* Information supplied
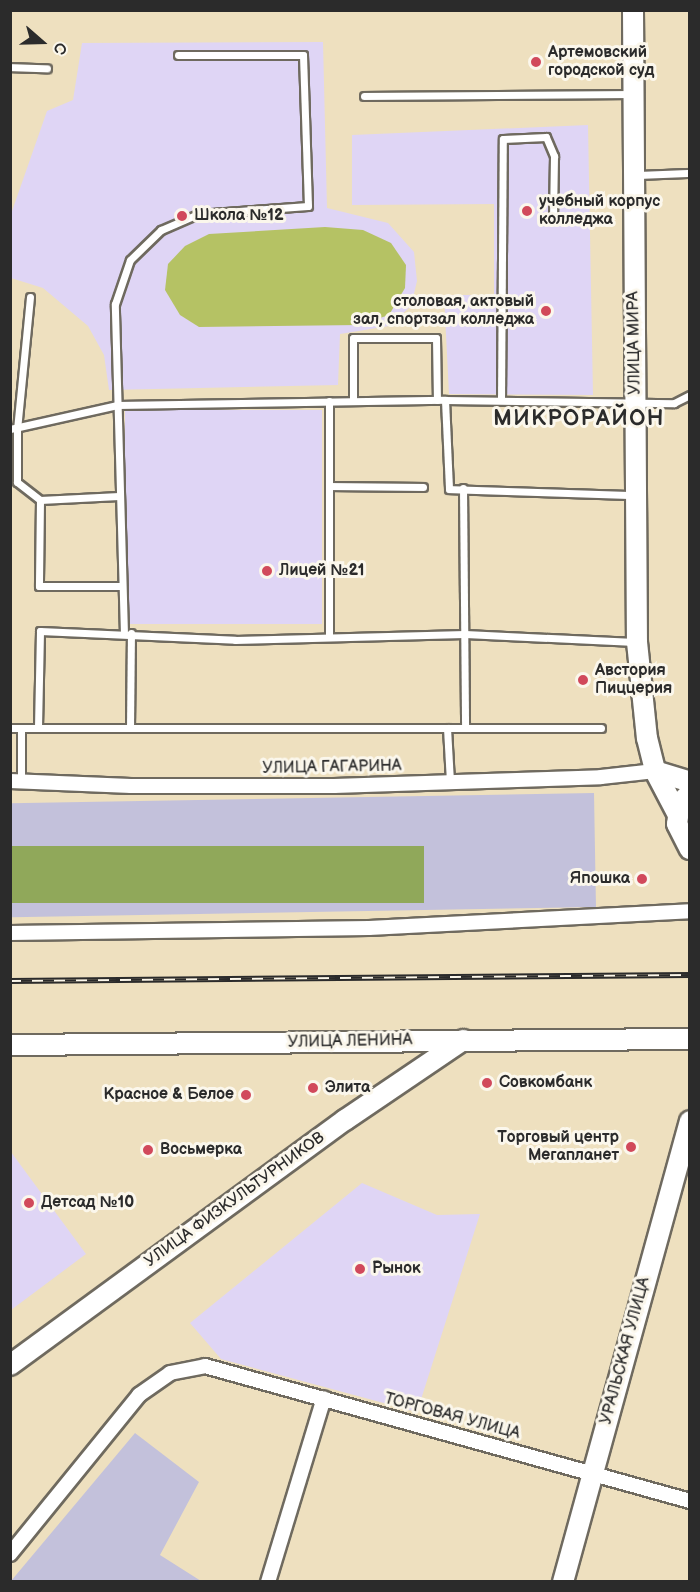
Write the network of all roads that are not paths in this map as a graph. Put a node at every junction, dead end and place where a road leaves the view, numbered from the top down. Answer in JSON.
{"nodes":[{"id":1,"x":633,"y":10,"type":"edge"},
{"id":2,"x":178,"y":55,"type":"dead end"},
{"id":3,"x":10,"y":67,"type":"edge"},
{"id":4,"x":47,"y":68,"type":"dead end"},
{"id":5,"x":631,"y":94,"type":"junction"},
{"id":6,"x":364,"y":96,"type":"dead end"},
{"id":7,"x":690,"y":173,"type":"edge"},
{"id":8,"x":633,"y":175,"type":"junction"},
{"id":9,"x":553,"y":217,"type":"dead end"},
{"id":10,"x":30,"y":297,"type":"dead end"},
{"id":11,"x":690,"y":395,"type":"edge"},
{"id":12,"x":441,"y":400,"type":"junction"},
{"id":13,"x":501,"y":400,"type":"junction"},
{"id":14,"x":328,"y":401,"type":"junction"},
{"id":15,"x":353,"y":401,"type":"junction"},
{"id":16,"x":636,"y":402,"type":"junction"},
{"id":17,"x":117,"y":405,"type":"junction"},
{"id":18,"x":14,"y":429,"type":"edge"},
{"id":19,"x":17,"y":463,"type":"junction"},
{"id":20,"x":10,"y":469,"type":"edge"},
{"id":21,"x":330,"y":486,"type":"junction"},
{"id":22,"x":423,"y":487,"type":"dead end"},
{"id":23,"x":463,"y":488,"type":"junction"},
{"id":24,"x":636,"y":495,"type":"junction"},
{"id":25,"x":119,"y":496,"type":"junction"},
{"id":26,"x":40,"y":500,"type":"junction"},
{"id":27,"x":121,"y":585,"type":"junction"},
{"id":28,"x":127,"y":634,"type":"junction"},
{"id":29,"x":465,"y":634,"type":"junction"},
{"id":30,"x":329,"y":635,"type":"junction"},
{"id":31,"x":637,"y":642,"type":"junction"},
{"id":32,"x":38,"y":727,"type":"junction"},
{"id":33,"x":130,"y":727,"type":"junction"},
{"id":34,"x":10,"y":728,"type":"edge"},
{"id":35,"x":21,"y":728,"type":"junction"},
{"id":36,"x":447,"y":728,"type":"junction"},
{"id":37,"x":465,"y":728,"type":"junction"},
{"id":38,"x":601,"y":728,"type":"dead end"},
{"id":39,"x":655,"y":771,"type":"junction"},
{"id":40,"x":16,"y":781,"type":"edge"},
{"id":41,"x":450,"y":781,"type":"junction"},
{"id":42,"x":690,"y":782,"type":"edge"},
{"id":43,"x":690,"y":793,"type":"edge"},
{"id":44,"x":677,"y":813,"type":"junction"},
{"id":45,"x":689,"y":845,"type":"edge"},
{"id":46,"x":690,"y":911,"type":"edge"},
{"id":47,"x":10,"y":933,"type":"edge"},
{"id":48,"x":690,"y":1039,"type":"edge"},
{"id":49,"x":463,"y":1040,"type":"junction"},
{"id":50,"x":10,"y":1045,"type":"edge"},
{"id":51,"x":690,"y":1121,"type":"edge"},
{"id":52,"x":10,"y":1365,"type":"edge"},
{"id":53,"x":324,"y":1398,"type":"junction"},
{"id":54,"x":593,"y":1473,"type":"junction"},
{"id":55,"x":690,"y":1501,"type":"edge"},
{"id":56,"x":10,"y":1554,"type":"edge"},
{"id":57,"x":268,"y":1581,"type":"edge"},
{"id":58,"x":563,"y":1581,"type":"edge"}],
"edges":[{"from":1,"to":5,"type":"main road","name":"УЛИЦА МИРА"},
{"from":2,"to":17,"type":"lane"},
{"from":3,"to":4,"type":"lane"},
{"from":5,"to":6,"type":"lane"},
{"from":5,"to":8,"type":"main road","name":"УЛИЦА МИРА"},
{"from":7,"to":8,"type":"lane"},
{"from":8,"to":16,"type":"main road","name":"УЛИЦА МИРА"},
{"from":9,"to":13,"type":"lane"},
{"from":10,"to":18,"type":"lane"},
{"from":11,"to":16,"type":"lane"},
{"from":12,"to":13,"type":"lane"},
{"from":12,"to":15,"type":"lane"},
{"from":12,"to":15,"type":"lane"},
{"from":12,"to":23,"type":"lane"},
{"from":13,"to":16,"type":"lane"},
{"from":14,"to":15,"type":"lane"},
{"from":14,"to":17,"type":"lane"},
{"from":14,"to":21,"type":"lane"},
{"from":16,"to":24,"type":"main road","name":"УЛИЦА МИРА"},
{"from":17,"to":18,"type":"lane"},
{"from":17,"to":25,"type":"lane"},
{"from":18,"to":19,"type":"lane"},
{"from":19,"to":20,"type":"lane"},
{"from":19,"to":26,"type":"lane"},
{"from":21,"to":22,"type":"lane"},
{"from":21,"to":30,"type":"lane"},
{"from":23,"to":24,"type":"lane"},
{"from":23,"to":29,"type":"lane"},
{"from":24,"to":31,"type":"main road","name":"УЛИЦА МИРА"},
{"from":25,"to":26,"type":"lane"},
{"from":25,"to":27,"type":"lane"},
{"from":26,"to":27,"type":"lane"},
{"from":27,"to":28,"type":"lane"},
{"from":28,"to":30,"type":"lane"},
{"from":28,"to":32,"type":"lane"},
{"from":28,"to":33,"type":"lane"},
{"from":29,"to":30,"type":"lane"},
{"from":29,"to":31,"type":"lane"},
{"from":29,"to":37,"type":"lane"},
{"from":31,"to":39,"type":"main road","name":"УЛИЦА МИРА"},
{"from":32,"to":33,"type":"lane"},
{"from":32,"to":35,"type":"lane"},
{"from":33,"to":36,"type":"lane"},
{"from":34,"to":35,"type":"lane"},
{"from":35,"to":40,"type":"lane"},
{"from":36,"to":37,"type":"lane"},
{"from":36,"to":41,"type":"lane"},
{"from":37,"to":38,"type":"lane"},
{"from":39,"to":41,"type":"street","name":"УЛИЦА ГАГАРИНА"},
{"from":39,"to":42,"type":"main road"},
{"from":39,"to":44,"type":"main road","name":"УЛИЦА МИРА"},
{"from":40,"to":41,"type":"street","name":"УЛИЦА ГАГАРИНА"},
{"from":43,"to":44,"type":"main road"},
{"from":44,"to":45,"type":"main road","name":"УЛИЦА МИРА"},
{"from":46,"to":47,"type":"street"},
{"from":48,"to":49,"type":"main road","name":"УЛИЦА ЛЕНИНА"},
{"from":49,"to":50,"type":"main road","name":"УЛИЦА ЛЕНИНА"},
{"from":49,"to":52,"type":"main road","name":"УЛИЦА ФИЗКУЛЬТУРНИКОВ"},
{"from":51,"to":54,"type":"main road","name":"УРАЛЬСКАЯ УЛИЦА"},
{"from":53,"to":54,"type":"street","name":"ТОРГОВАЯ УЛИЦА"},
{"from":53,"to":56,"type":"street","name":"ТОРГОВАЯ УЛИЦА"},
{"from":53,"to":57,"type":"street"},
{"from":54,"to":55,"type":"street","name":"ТОРГОВАЯ УЛИЦА"},
{"from":54,"to":58,"type":"main road","name":"УРАЛЬСКАЯ УЛИЦА"}]}
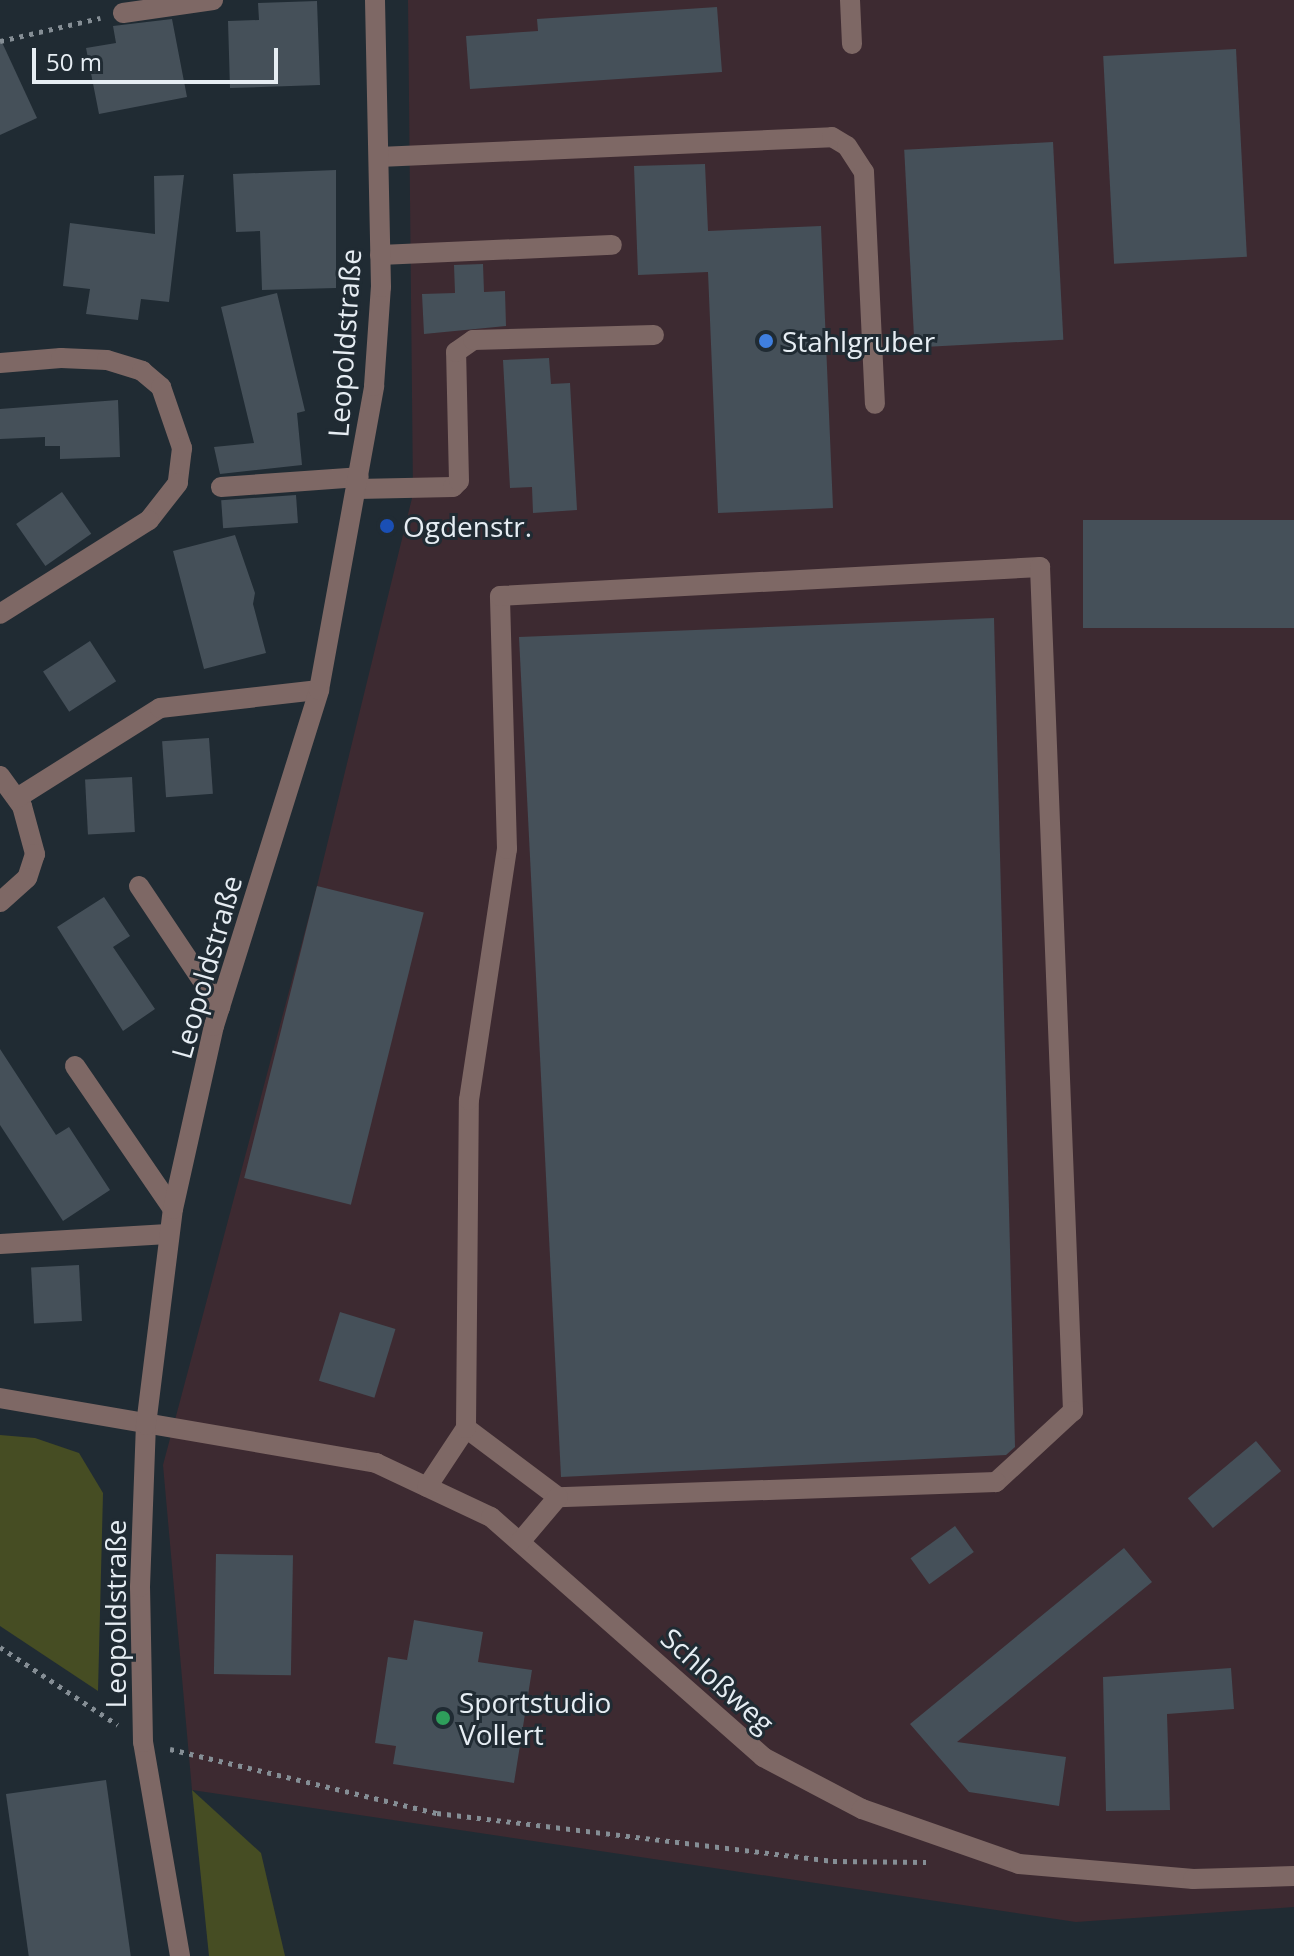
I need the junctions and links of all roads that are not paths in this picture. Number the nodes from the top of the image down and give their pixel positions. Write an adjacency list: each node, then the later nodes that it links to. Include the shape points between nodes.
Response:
1 (213, 0): 4 (street)
2 (375, 0): 6 (street, Leopoldstraße)
3 (850, 0): 5 (street)
4 (123, 13)
5 (852, 44)
6 (379, 157): 8 (street, Leopoldstraße); 11 (street, via 832,137 847,146 864,172)
7 (612, 245): 8 (street)
8 (380, 255): 12 (street, Leopoldstraße, via 374,386)
9 (654, 335): 12 (street, via 473,340 456,352 459,481 453,487)
10 (0, 363): 14 (street, via 92,359 142,371 161,387 182,448 178,483 149,520)
11 (875, 404)
12 (358, 483): 13 (street); 15 (street, Leopoldstraße)
13 (221, 487)
14 (0, 614)
15 (319, 690): 17 (street, via 160,708); 20 (street, Leopoldstraße)
16 (0, 776): 17 (street)
17 (17, 798): 19 (street, via 33,834 35,854 27,878)
18 (139, 886): 20 (street)
19 (0, 902)
20 (220, 1007): 22 (street, Leopoldstraße)
21 (75, 1066): 22 (street)
22 (173, 1209): 23 (street, Leopoldstraße)
23 (168, 1234): 24 (street); 26 (street, Leopoldstraße)
24 (0, 1244)
25 (0, 1398): 26 (street, Schloßweg)
26 (146, 1425): 28 (street, Schloßweg, via 252,1438 376,1463); 32 (street, Leopoldstraße, via 140,1587 143,1742)
27 (466, 1428): 28 (street); 29 (street); 29 (street, via 469,1100 507,849 500,596 1040,567 1073,1411 996,1482)
28 (427, 1487): 30 (street, Schloßweg, via 491,1517)
29 (558, 1497): 30 (street)
30 (520, 1542): 31 (street, Schloßweg, via 763,1757 862,1809 1019,1864 1193,1879)
31 (1294, 1876)
32 (180, 1956)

* Directions for this task
Going through the entries above, report how many lines contain the word "УРАЛЬСКАЯ", with no other text.

* Answer space
2